◆ YOUR OBJECTIVE:
Where the string "joint" appears in a line of the material below, copy that line.

◆ AVAILABLE DATA:
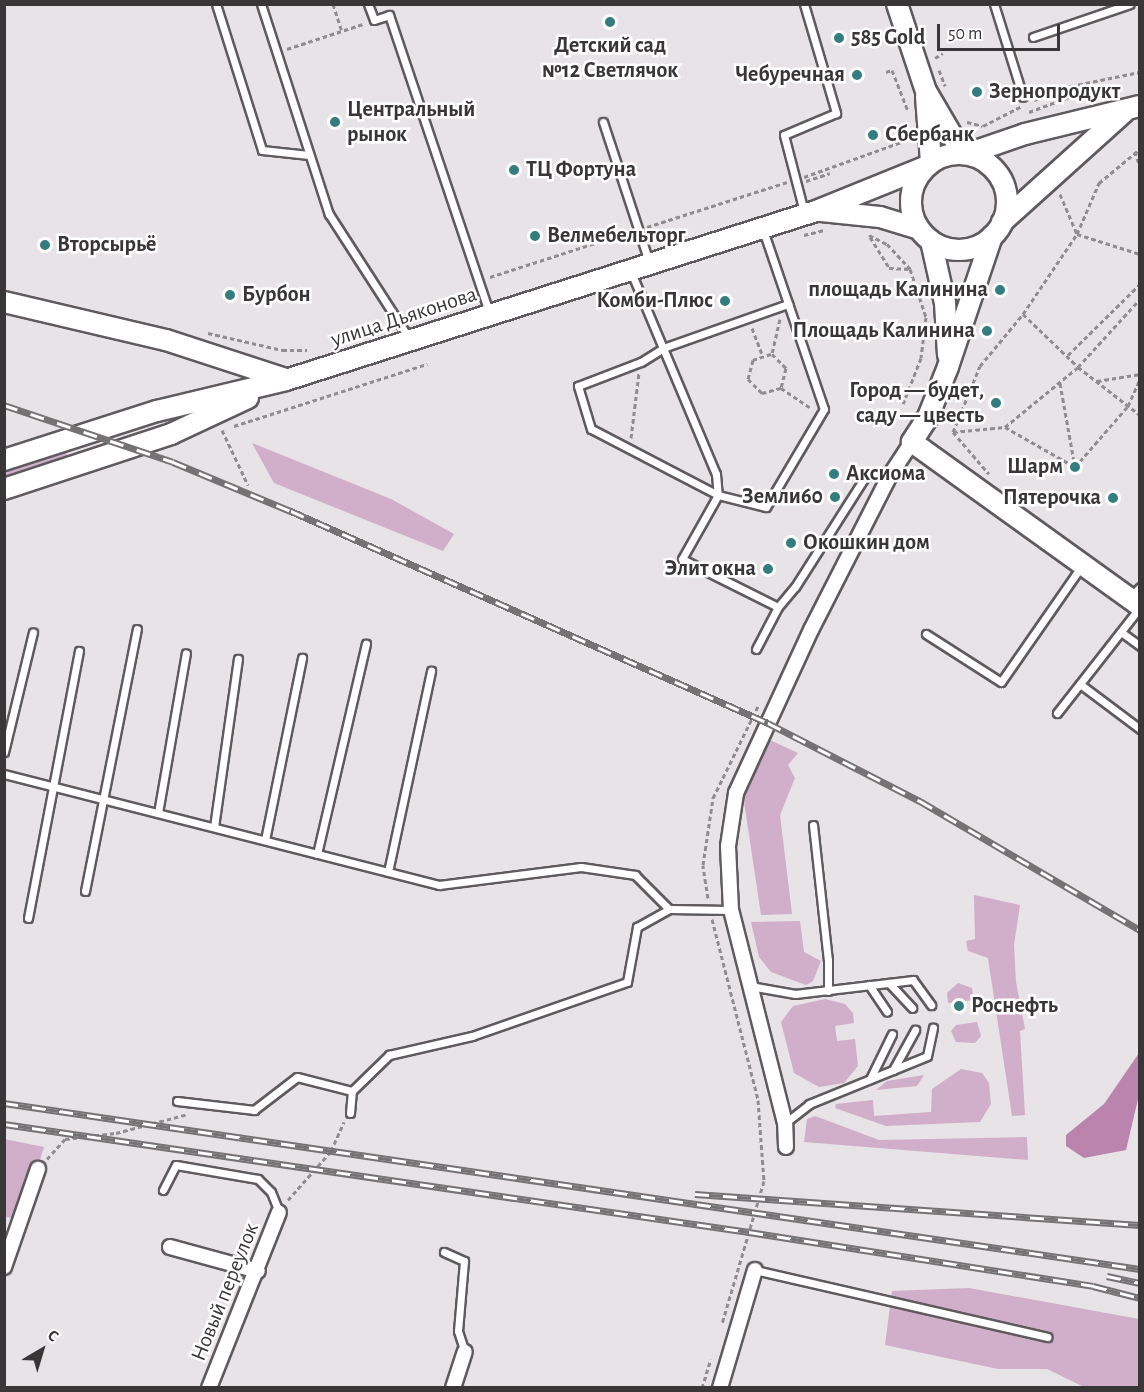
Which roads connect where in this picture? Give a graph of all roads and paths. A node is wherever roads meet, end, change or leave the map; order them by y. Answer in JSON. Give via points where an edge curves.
{"nodes":[{"id":1,"x":216,"y":4,"type":"edge"},
{"id":2,"x":261,"y":4,"type":"edge"},
{"id":3,"x":333,"y":4,"type":"edge"},
{"id":4,"x":368,"y":4,"type":"edge"},
{"id":5,"x":804,"y":4,"type":"edge"},
{"id":6,"x":897,"y":4,"type":"edge"},
{"id":7,"x":994,"y":4,"type":"edge"},
{"id":8,"x":1130,"y":4,"type":"edge"},
{"id":9,"x":374,"y":20,"type":"junction"},
{"id":10,"x":342,"y":31,"type":"junction"},
{"id":11,"x":1033,"y":38,"type":"dead end"},
{"id":12,"x":276,"y":53,"type":"junction"},
{"id":13,"x":943,"y":53,"type":"dead end"},
{"id":14,"x":886,"y":72,"type":"dead end"},
{"id":15,"x":1140,"y":72,"type":"edge"},
{"id":16,"x":1077,"y":85,"type":"junction"},
{"id":17,"x":946,"y":87,"type":"dead end"},
{"id":18,"x":926,"y":91,"type":"junction"},
{"id":19,"x":1023,"y":97,"type":"dead end"},
{"id":20,"x":1133,"y":108,"type":"edge"},
{"id":21,"x":1029,"y":112,"type":"dead end"},
{"id":22,"x":908,"y":113,"type":"dead end"},
{"id":23,"x":603,"y":122,"type":"dead end"},
{"id":24,"x":967,"y":122,"type":"dead end"},
{"id":25,"x":908,"y":140,"type":"dead end"},
{"id":26,"x":1137,"y":150,"type":"edge"},
{"id":27,"x":965,"y":154,"type":"junction"},
{"id":28,"x":309,"y":155,"type":"junction"},
{"id":29,"x":928,"y":165,"type":"junction"},
{"id":30,"x":1140,"y":167,"type":"edge"},
{"id":31,"x":796,"y":179,"type":"junction"},
{"id":32,"x":1060,"y":192,"type":"dead end"},
{"id":33,"x":810,"y":212,"type":"junction"},
{"id":34,"x":762,"y":227,"type":"junction"},
{"id":35,"x":639,"y":229,"type":"junction"},
{"id":36,"x":997,"y":229,"type":"junction"},
{"id":37,"x":832,"y":230,"type":"dead end"},
{"id":38,"x":858,"y":233,"type":"dead end"},
{"id":39,"x":1077,"y":234,"type":"junction"},
{"id":40,"x":925,"y":235,"type":"junction"},
{"id":41,"x":801,"y":236,"type":"dead end"},
{"id":42,"x":870,"y":237,"type":"dead end"},
{"id":43,"x":1140,"y":254,"type":"edge"},
{"id":44,"x":650,"y":264,"type":"junction"},
{"id":45,"x":910,"y":269,"type":"junction"},
{"id":46,"x":630,"y":270,"type":"junction"},
{"id":47,"x":480,"y":281,"type":"junction"},
{"id":48,"x":1140,"y":285,"type":"edge"},
{"id":49,"x":1140,"y":300,"type":"edge"},
{"id":50,"x":4,"y":302,"type":"edge"},
{"id":51,"x":788,"y":304,"type":"junction"},
{"id":52,"x":1023,"y":314,"type":"junction"},
{"id":53,"x":490,"y":315,"type":"junction"},
{"id":54,"x":748,"y":318,"type":"junction"},
{"id":55,"x":206,"y":333,"type":"dead end"},
{"id":56,"x":410,"y":340,"type":"junction"},
{"id":57,"x":663,"y":348,"type":"junction"},
{"id":58,"x":307,"y":350,"type":"dead end"},
{"id":59,"x":762,"y":354,"type":"junction"},
{"id":60,"x":772,"y":354,"type":"junction"},
{"id":61,"x":1068,"y":355,"type":"junction"},
{"id":62,"x":641,"y":362,"type":"junction"},
{"id":63,"x":427,"y":364,"type":"dead end"},
{"id":64,"x":1078,"y":366,"type":"junction"},
{"id":65,"x":948,"y":367,"type":"junction"},
{"id":66,"x":1140,"y":374,"type":"edge"},
{"id":67,"x":1140,"y":379,"type":"edge"},
{"id":68,"x":286,"y":380,"type":"junction"},
{"id":69,"x":1097,"y":381,"type":"junction"},
{"id":70,"x":1060,"y":382,"type":"junction"},
{"id":71,"x":782,"y":388,"type":"junction"},
{"id":72,"x":903,"y":404,"type":"dead end"},
{"id":73,"x":1128,"y":406,"type":"junction"},
{"id":74,"x":821,"y":414,"type":"junction"},
{"id":75,"x":1140,"y":415,"type":"edge"},
{"id":76,"x":1005,"y":427,"type":"junction"},
{"id":77,"x":222,"y":429,"type":"junction"},
{"id":78,"x":211,"y":433,"type":"dead end"},
{"id":79,"x":912,"y":442,"type":"junction"},
{"id":80,"x":629,"y":448,"type":"junction"},
{"id":81,"x":4,"y":460,"type":"edge"},
{"id":82,"x":1075,"y":467,"type":"junction"},
{"id":83,"x":889,"y":477,"type":"junction"},
{"id":84,"x":248,"y":485,"type":"dead end"},
{"id":85,"x":4,"y":489,"type":"edge"},
{"id":86,"x":718,"y":495,"type":"junction"},
{"id":87,"x":1082,"y":565,"type":"junction"},
{"id":88,"x":1137,"y":600,"type":"edge"},
{"id":89,"x":777,"y":607,"type":"junction"},
{"id":90,"x":137,"y":629,"type":"dead end"},
{"id":91,"x":33,"y":632,"type":"dead end"},
{"id":92,"x":1121,"y":632,"type":"junction"},
{"id":93,"x":926,"y":634,"type":"dead end"},
{"id":94,"x":366,"y":644,"type":"dead end"},
{"id":95,"x":1140,"y":646,"type":"edge"},
{"id":96,"x":756,"y":649,"type":"dead end"},
{"id":97,"x":79,"y":651,"type":"dead end"},
{"id":98,"x":186,"y":653,"type":"dead end"},
{"id":99,"x":238,"y":658,"type":"dead end"},
{"id":100,"x":302,"y":658,"type":"dead end"},
{"id":101,"x":431,"y":671,"type":"dead end"},
{"id":102,"x":1080,"y":684,"type":"junction"},
{"id":103,"x":764,"y":695,"type":"dead end"},
{"id":104,"x":1057,"y":713,"type":"dead end"},
{"id":105,"x":1140,"y":729,"type":"edge"},
{"id":106,"x":4,"y":752,"type":"edge"},
{"id":107,"x":4,"y":774,"type":"edge"},
{"id":108,"x":54,"y":786,"type":"junction"},
{"id":109,"x":104,"y":799,"type":"junction"},
{"id":110,"x":158,"y":813,"type":"junction"},
{"id":111,"x":813,"y":825,"type":"dead end"},
{"id":112,"x":214,"y":827,"type":"junction"},
{"id":113,"x":265,"y":840,"type":"junction"},
{"id":114,"x":317,"y":854,"type":"junction"},
{"id":115,"x":388,"y":872,"type":"junction"},
{"id":116,"x":86,"y":891,"type":"dead end"},
{"id":117,"x":669,"y":909,"type":"junction"},
{"id":118,"x":731,"y":910,"type":"junction"},
{"id":119,"x":710,"y":911,"type":"junction"},
{"id":120,"x":27,"y":918,"type":"dead end"},
{"id":121,"x":889,"y":982,"type":"junction"},
{"id":122,"x":869,"y":985,"type":"junction"},
{"id":123,"x":749,"y":986,"type":"junction"},
{"id":124,"x":828,"y":991,"type":"junction"},
{"id":125,"x":931,"y":1005,"type":"dead end"},
{"id":126,"x":912,"y":1008,"type":"dead end"},
{"id":127,"x":887,"y":1012,"type":"dead end"},
{"id":128,"x":933,"y":1028,"type":"dead end"},
{"id":129,"x":915,"y":1030,"type":"dead end"},
{"id":130,"x":892,"y":1034,"type":"dead end"},
{"id":131,"x":892,"y":1070,"type":"junction"},
{"id":132,"x":870,"y":1079,"type":"junction"},
{"id":133,"x":352,"y":1091,"type":"junction"},
{"id":134,"x":177,"y":1101,"type":"dead end"},
{"id":135,"x":208,"y":1105,"type":"junction"},
{"id":136,"x":350,"y":1113,"type":"joint"},
{"id":137,"x":785,"y":1123,"type":"junction"},
{"id":138,"x":786,"y":1147,"type":"dead end"},
{"id":139,"x":38,"y":1169,"type":"joint"},
{"id":140,"x":163,"y":1190,"type":"dead end"},
{"id":141,"x":279,"y":1212,"type":"junction"},
{"id":142,"x":171,"y":1247,"type":"dead end"},
{"id":143,"x":444,"y":1252,"type":"dead end"},
{"id":144,"x":4,"y":1267,"type":"edge"},
{"id":145,"x":755,"y":1270,"type":"joint"},
{"id":146,"x":258,"y":1271,"type":"junction"},
{"id":147,"x":720,"y":1331,"type":"dead end"},
{"id":148,"x":1047,"y":1337,"type":"dead end"},
{"id":149,"x":465,"y":1352,"type":"joint"},
{"id":150,"x":714,"y":1352,"type":"dead end"},
{"id":151,"x":724,"y":1386,"type":"edge"},
{"id":152,"x":209,"y":1388,"type":"edge"},
{"id":153,"x":453,"y":1388,"type":"edge"},
{"id":154,"x":702,"y":1388,"type":"edge"}],
"edges":[{"from":1,"to":28,"type":"lane","via":[[262,150]]},
{"from":2,"to":12,"type":"lane"},
{"from":3,"to":10,"type":"path"},
{"from":4,"to":9,"type":"lane"},
{"from":5,"to":31,"type":"lane","via":[[836,113],[784,135]]},
{"from":6,"to":18,"type":"main road"},
{"from":7,"to":19,"type":"lane"},
{"from":8,"to":11,"type":"lane"},
{"from":9,"to":10,"type":"path"},
{"from":9,"to":47,"type":"lane","via":[[389,15]]},
{"from":10,"to":12,"type":"path"},
{"from":12,"to":28,"type":"lane"},
{"from":13,"to":17,"type":"path","via":[[934,56]]},
{"from":14,"to":22,"type":"path","via":[[892,70]]},
{"from":15,"to":16,"type":"path"},
{"from":16,"to":21,"type":"path","via":[[1072,96]]},
{"from":16,"to":24,"type":"path","via":[[1030,102],[983,126]]},
{"from":18,"to":27,"type":"main road"},
{"from":18,"to":29,"type":"main road"},
{"from":20,"to":27,"type":"main road","via":[[1025,134]]},
{"from":20,"to":36,"type":"main road"},
{"from":23,"to":35,"type":"lane"},
{"from":25,"to":31,"type":"path"},
{"from":26,"to":30,"type":"path"},
{"from":26,"to":39,"type":"path","via":[[1099,183]]},
{"from":27,"to":29,"type":"main road","via":[[946,155]]},
{"from":27,"to":36,"type":"main road","via":[[986,162],[1002,181],[1007,206]]},
{"from":28,"to":56,"type":"lane","via":[[329,214]]},
{"from":29,"to":33,"type":"main road","name":"улица Дьяконова"},
{"from":29,"to":40,"type":"main road","via":[[910,197]]},
{"from":31,"to":33,"type":"lane"},
{"from":31,"to":35,"type":"path"},
{"from":32,"to":39,"type":"path"},
{"from":33,"to":34,"type":"main road","name":"улица Дьяконова"},
{"from":33,"to":40,"type":"main road","name":"улица Дьяконова","via":[[871,216]]},
{"from":34,"to":44,"type":"main road","name":"улица Дьяконова"},
{"from":34,"to":51,"type":"lane"},
{"from":35,"to":44,"type":"lane"},
{"from":35,"to":47,"type":"path"},
{"from":36,"to":40,"type":"main road","via":[[979,245],[963,250]]},
{"from":36,"to":65,"type":"main road"},
{"from":37,"to":41,"type":"path"},
{"from":38,"to":45,"type":"path","via":[[887,244]]},
{"from":39,"to":43,"type":"path"},
{"from":39,"to":52,"type":"path"},
{"from":40,"to":65,"type":"main road","via":[[945,303]]},
{"from":42,"to":45,"type":"path","via":[[889,268]]},
{"from":44,"to":46,"type":"main road","name":"улица Дьяконова"},
{"from":45,"to":72,"type":"path","via":[[926,317],[926,339]]},
{"from":46,"to":53,"type":"main road","name":"улица Дьяконова"},
{"from":46,"to":57,"type":"lane"},
{"from":47,"to":53,"type":"lane"},
{"from":48,"to":61,"type":"path"},
{"from":49,"to":64,"type":"path"},
{"from":50,"to":68,"type":"main road","via":[[166,340]]},
{"from":51,"to":54,"type":"lane"},
{"from":51,"to":60,"type":"path","via":[[781,316]]},
{"from":51,"to":74,"type":"lane","via":[[824,409]]},
{"from":52,"to":61,"type":"path"},
{"from":52,"to":76,"type":"path","via":[[980,366],[953,432]]},
{"from":53,"to":56,"type":"main road","name":"улица Дьяконова"},
{"from":54,"to":57,"type":"lane"},
{"from":54,"to":59,"type":"path"},
{"from":55,"to":58,"type":"path","via":[[282,350]]},
{"from":56,"to":68,"type":"main road","name":"улица Дьяконова"},
{"from":57,"to":62,"type":"lane"},
{"from":57,"to":86,"type":"lane","via":[[716,474]]},
{"from":59,"to":60,"type":"path"},
{"from":59,"to":71,"type":"path","via":[[748,369],[753,388],[762,393]]},
{"from":60,"to":71,"type":"path","via":[[786,368]]},
{"from":61,"to":64,"type":"path"},
{"from":62,"to":80,"type":"path"},
{"from":62,"to":80,"type":"lane","via":[[578,386],[591,429]]},
{"from":63,"to":77,"type":"path"},
{"from":64,"to":69,"type":"path"},
{"from":64,"to":70,"type":"path"},
{"from":65,"to":79,"type":"main road","via":[[928,417]]},
{"from":66,"to":69,"type":"path"},
{"from":67,"to":73,"type":"path"},
{"from":68,"to":81,"type":"main road","via":[[157,411]]},
{"from":68,"to":85,"type":"main road","via":[[171,434]]},
{"from":69,"to":73,"type":"path"},
{"from":70,"to":76,"type":"path"},
{"from":70,"to":82,"type":"path"},
{"from":71,"to":74,"type":"path"},
{"from":73,"to":75,"type":"path"},
{"from":73,"to":82,"type":"path"},
{"from":74,"to":86,"type":"lane","via":[[766,507]]},
{"from":76,"to":82,"type":"path"},
{"from":77,"to":78,"type":"path"},
{"from":77,"to":84,"type":"path"},
{"from":79,"to":83,"type":"street"},
{"from":79,"to":87,"type":"main road"},
{"from":80,"to":86,"type":"lane"},
{"from":83,"to":89,"type":"lane","via":[[867,474],[795,587]]},
{"from":83,"to":118,"type":"street","via":[[811,630],[736,793],[728,846]]},
{"from":86,"to":89,"type":"lane","via":[[682,559]]},
{"from":87,"to":88,"type":"main road"},
{"from":87,"to":93,"type":"lane","via":[[1001,682]]},
{"from":88,"to":92,"type":"lane"},
{"from":89,"to":96,"type":"lane"},
{"from":90,"to":109,"type":"lane"},
{"from":91,"to":106,"type":"lane"},
{"from":92,"to":95,"type":"lane"},
{"from":92,"to":102,"type":"lane"},
{"from":94,"to":114,"type":"lane"},
{"from":97,"to":108,"type":"lane"},
{"from":98,"to":110,"type":"lane"},
{"from":99,"to":112,"type":"lane"},
{"from":100,"to":113,"type":"lane"},
{"from":101,"to":115,"type":"lane"},
{"from":102,"to":104,"type":"lane"},
{"from":102,"to":105,"type":"lane"},
{"from":103,"to":119,"type":"path","via":[[713,798],[703,865]]},
{"from":107,"to":108,"type":"lane"},
{"from":108,"to":109,"type":"lane"},
{"from":108,"to":120,"type":"lane"},
{"from":109,"to":110,"type":"lane"},
{"from":109,"to":116,"type":"lane"},
{"from":110,"to":112,"type":"lane"},
{"from":111,"to":124,"type":"lane"},
{"from":112,"to":113,"type":"lane"},
{"from":113,"to":114,"type":"lane"},
{"from":114,"to":115,"type":"lane"},
{"from":115,"to":117,"type":"lane","via":[[439,885],[581,867],[635,875]]},
{"from":117,"to":119,"type":"lane"},
{"from":117,"to":133,"type":"lane","via":[[637,927],[627,982],[472,1036],[389,1055]]},
{"from":118,"to":119,"type":"lane"},
{"from":118,"to":123,"type":"street"},
{"from":119,"to":147,"type":"path","via":[[758,1100],[764,1181]]},
{"from":121,"to":122,"type":"lane"},
{"from":121,"to":125,"type":"lane","via":[[913,980]]},
{"from":121,"to":126,"type":"lane"},
{"from":122,"to":124,"type":"lane"},
{"from":122,"to":127,"type":"lane"},
{"from":123,"to":124,"type":"lane","via":[[795,994]]},
{"from":123,"to":137,"type":"street"},
{"from":128,"to":131,"type":"lane","via":[[927,1056]]},
{"from":129,"to":131,"type":"lane"},
{"from":130,"to":132,"type":"lane"},
{"from":131,"to":132,"type":"lane"},
{"from":132,"to":137,"type":"lane","via":[[809,1104]]},
{"from":133,"to":135,"type":"lane","via":[[297,1077],[254,1110]]},
{"from":133,"to":136,"type":"lane"},
{"from":134,"to":135,"type":"lane"},
{"from":135,"to":139,"type":"path","via":[[177,1119],[116,1133],[65,1139]]},
{"from":136,"to":141,"type":"path","via":[[331,1150],[311,1169]]},
{"from":137,"to":138,"type":"street"},
{"from":139,"to":144,"type":"street"},
{"from":140,"to":141,"type":"lane","via":[[176,1165],[258,1179],[272,1192]]},
{"from":141,"to":146,"type":"street","name":"Новый переулок"},
{"from":142,"to":146,"type":"street"},
{"from":143,"to":149,"type":"lane","via":[[464,1261],[458,1331]]},
{"from":145,"to":148,"type":"lane"},
{"from":145,"to":151,"type":"street"},
{"from":146,"to":152,"type":"street","name":"Новый переулок"},
{"from":149,"to":153,"type":"street"},
{"from":150,"to":154,"type":"path"}]}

◆ EXERCISE RESULT:
{"id":136,"x":350,"y":1113,"type":"joint"},
{"id":139,"x":38,"y":1169,"type":"joint"},
{"id":145,"x":755,"y":1270,"type":"joint"},
{"id":149,"x":465,"y":1352,"type":"joint"},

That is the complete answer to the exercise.